### [TASK STATEMENT]
Transcribe all records verbatim.

### [DATA SECTION]
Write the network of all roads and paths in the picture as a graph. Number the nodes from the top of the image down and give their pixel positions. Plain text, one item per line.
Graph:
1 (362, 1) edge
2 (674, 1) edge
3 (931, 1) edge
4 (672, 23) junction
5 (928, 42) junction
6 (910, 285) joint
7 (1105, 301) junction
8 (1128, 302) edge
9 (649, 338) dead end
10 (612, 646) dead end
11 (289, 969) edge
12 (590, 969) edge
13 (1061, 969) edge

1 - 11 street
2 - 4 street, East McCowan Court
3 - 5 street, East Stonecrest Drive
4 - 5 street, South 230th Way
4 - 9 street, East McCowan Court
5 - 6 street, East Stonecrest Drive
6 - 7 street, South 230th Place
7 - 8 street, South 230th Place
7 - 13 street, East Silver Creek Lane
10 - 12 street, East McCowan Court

### [YOUR RESPONSE]
Write the network of all roads and paths in the picture as a graph. Number the nodes from the top of the image down and give their pixel positions. Plain text, one item per line.
Graph:
1 (362, 1) edge
2 (674, 1) edge
3 (931, 1) edge
4 (672, 23) junction
5 (928, 42) junction
6 (910, 285) joint
7 (1105, 301) junction
8 (1128, 302) edge
9 (649, 338) dead end
10 (612, 646) dead end
11 (289, 969) edge
12 (590, 969) edge
13 (1061, 969) edge

1 - 11 street
2 - 4 street, East McCowan Court
3 - 5 street, East Stonecrest Drive
4 - 5 street, South 230th Way
4 - 9 street, East McCowan Court
5 - 6 street, East Stonecrest Drive
6 - 7 street, South 230th Place
7 - 8 street, South 230th Place
7 - 13 street, East Silver Creek Lane
10 - 12 street, East McCowan Court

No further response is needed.